Norway’s Skjold surface effect ship (SES) has a CODOG arrangement with two Rolls-Royce Allison 571-KF9 gas turbines, a pair of MTU 12V183 TE92 diesels, a pair of MTU 6R183 TE52 diesels for auxiliary power, and two Rolls-Royce Kamewa 80S2 waterjets.  The 280-tonne Skjold can reach speeds of 55 knots.  Norway has also built a class of SES minehunters and minesweepers built by Kvaerner Mandal.  Larger than Skjold, at 470 tonnes, but much slower at 13 knots top speed, the Oksoy and Alta class of mine warfare ships have two MTU 12V 396 TE94 diesels ( 4080 hp ), a pair of Kvaerner Eureka waterjets ( rated at  4160 hp ), and two MTU 8V 396 TE54 diesels ( 1880 hp ) for auxilliary power.

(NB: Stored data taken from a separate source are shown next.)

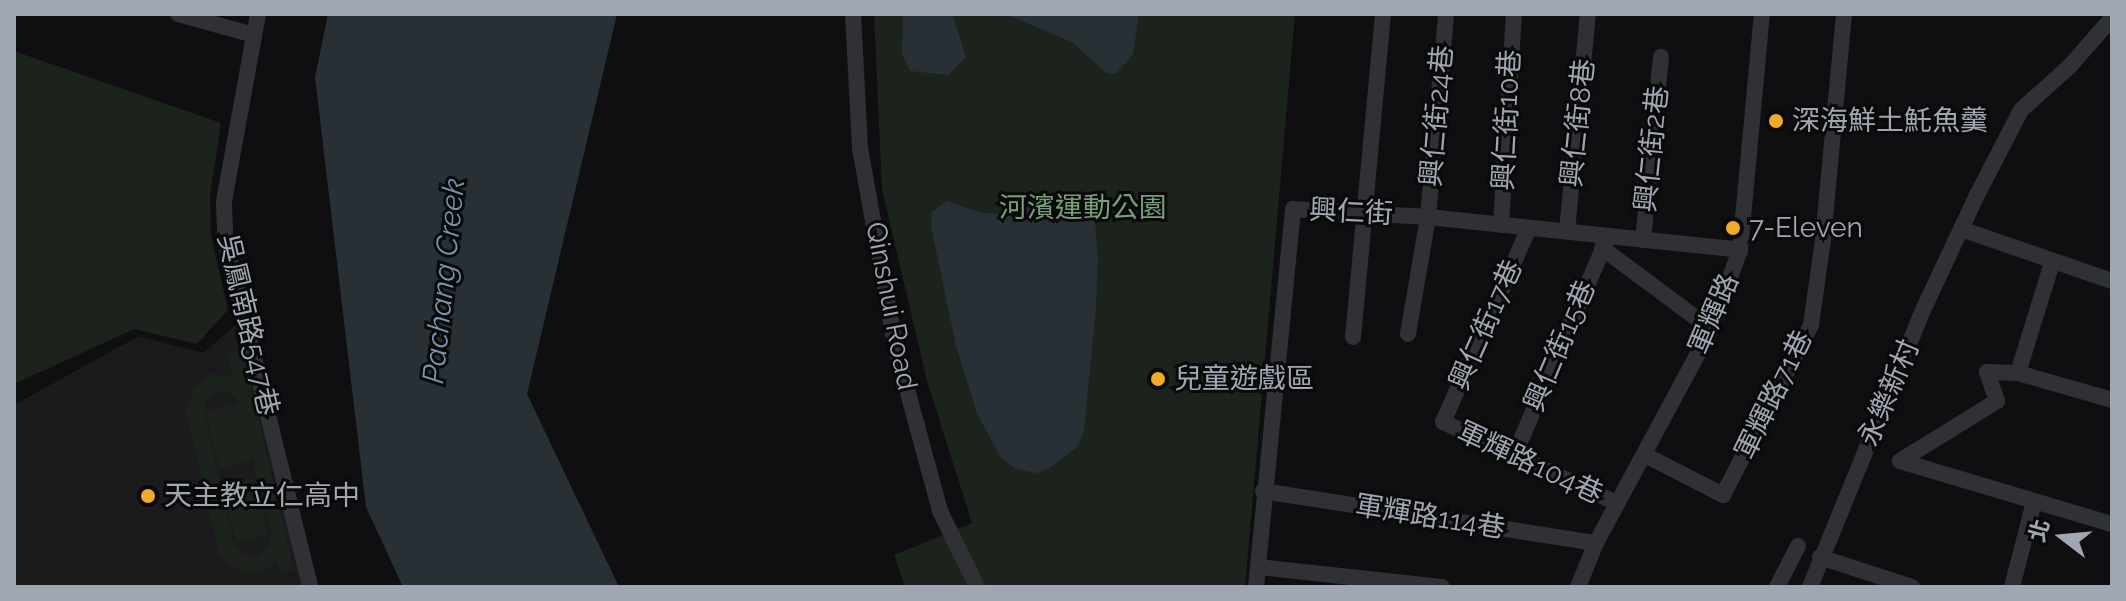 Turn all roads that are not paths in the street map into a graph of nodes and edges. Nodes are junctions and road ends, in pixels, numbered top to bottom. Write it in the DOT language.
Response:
graph roads {
  1 [pos="178,14"];
  2 [pos="258,14"];
  3 [pos="853,14"];
  4 [pos="1383,14"];
  5 [pos="1446,14"];
  6 [pos="1514,14"];
  7 [pos="1588,14"];
  8 [pos="1762,14"];
  9 [pos="1844,14"];
  10 [pos="2112,18"];
  11 [pos="254,35"];
  12 [pos="1661,57"];
  13 [pos="1365,212"];
  14 [pos="1428,217"];
  15 [pos="1501,225"];
  16 [pos="1529,228"];
  17 [pos="1961,229"];
  18 [pos="1567,231"];
  19 [pos="1643,240"];
  20 [pos="1605,242"];
  21 [pos="1740,250"];
  22 [pos="2052,263"];
  23 [pos="2112,281"];
  24 [pos="1711,329"];
  25 [pos="1408,334"];
  26 [pos="1353,337"];
  27 [pos="2018,373"];
  28 [pos="2112,400"];
  29 [pos="1443,422"];
  30 [pos="1645,455"];
  31 [pos="1514,456"];
  32 [pos="1263,491"];
  33 [pos="2034,502"];
  34 [pos="1617,503"];
  35 [pos="2112,524"];
  36 [pos="1596,543"];
  37 [pos="1798,546"];
  38 [pos="1820,557"];
  39 [pos="1258,567"];
  40 [pos="310,587"];
  41 [pos="977,587"];
  42 [pos="1256,587"];
  43 [pos="1442,587"];
  44 [pos="1578,587"];
  45 [pos="1777,587"];
  46 [pos="1810,587"];
  47 [pos="1912,587"];
  48 [pos="2012,587"];
  1 -- 11 [label="street"];
  2 -- 11 [label="street, 吳鳳南路547巷"];
  3 -- 41 [label="street, Qinshui Road"];
  4 -- 13 [label="street"];
  5 -- 14 [label="street, 興仁街24巷"];
  6 -- 15 [label="street, 興仁街10巷"];
  7 -- 18 [label="street, 興仁街8巷"];
  8 -- 21 [label="street, 軍輝路"];
  9 -- 30 [label="street, 軍輝路71巷"];
  10 -- 17 [label="street, 永樂新村"];
  11 -- 40 [label="street, 吳鳳南路547巷"];
  12 -- 19 [label="street, 興仁街2巷"];
  13 -- 14 [label="street, 興仁街"];
  13 -- 26 [label="street"];
  13 -- 32 [label="street, 興仁街"];
  14 -- 15 [label="street, 興仁街"];
  14 -- 25 [label="street, 興仁街24巷"];
  15 -- 16 [label="street, 興仁街"];
  16 -- 18 [label="street, 興仁街"];
  16 -- 29 [label="street, 興仁街17巷"];
  17 -- 22 [label="street"];
  17 -- 38 [label="street, 永樂新村"];
  18 -- 20 [label="street, 興仁街"];
  19 -- 20 [label="street, 興仁街"];
  19 -- 21 [label="street, 興仁街"];
  20 -- 24 [label="street"];
  20 -- 31 [label="street, 興仁街15巷"];
  21 -- 24 [label="street, 軍輝路"];
  22 -- 23 [label="street"];
  22 -- 27 [label="street"];
  24 -- 30 [label="street, 軍輝路"];
  27 -- 28 [label="street"];
  27 -- 33 [label="street, 永樂新村"];
  29 -- 31 [label="street, 軍輝路104巷"];
  30 -- 34 [label="street, 軍輝路"];
  31 -- 34 [label="street, 軍輝路104巷"];
  32 -- 36 [label="street, 軍輝路114巷"];
  32 -- 39 [label="street, 興仁街"];
  33 -- 35 [label="street, 永樂新村"];
  33 -- 48 [label="street"];
  34 -- 36 [label="street, 軍輝路"];
  36 -- 44 [label="street, 軍輝路"];
  37 -- 45 [label="street"];
  38 -- 46 [label="street, 永樂新村"];
  38 -- 47 [label="street"];
  39 -- 42 [label="street, 興仁街"];
  39 -- 43 [label="street"];
}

Wärtsilä-Lips provided waterjets for the U.S. Navy’s Improved Navy Lighterage System (INLS) causeway and warping tugs to Marinette Marine Corporation.   In this application, speed is not important.  Quite the opposite.  The warping tugs are required to move causeway sections or other non-propelled objects into position or to maintain precise position with a 24,000lb bollard pull requirement .


Whereas, the causeway ferries had a 10+ knot speed requirement along with station keeping, tracking and turning requirements says Dick Boardman of Wärtsilä. Both the warping tug and the causeway ferry waterjets were to be of the same design and power for both applications with 360-degree outlet nozzle which is a unique design feature when you think about waterjets. Other special requirements stated that no propulsor components could extend below the keel and stringent weight limitations were applied. For this application, Wärtsilä supplied 2 X LJ90DT waterjet thruster designs for each warping tug and causeway ferry powered by 822HP Cat diesel engines. The program was to include as many as 96 vessels. “The waterjets were the best solution to the requirement that involved shallow and beached operations where debris ingestion was likely,” Boardman says.


Waterjets are versatile.  “Our jets are made for virtually any type of vessel application, including military,” says HamiltonJets’ Kean.  “ We don't make any jet units specifically for military use.  For example the same jet used in a high-speed tourist ferry is also installed in a pleasure cruiser and in a logistics support boat used by the UK navy.  Regardless of the type of vessel it is weight, power input and required speed that determines the size of jet required.”



Captain Edward Lundquist, U.S. Navy (Retired) is a senior technical director and naval analyst for Anteon Corporation, Washington, D.C.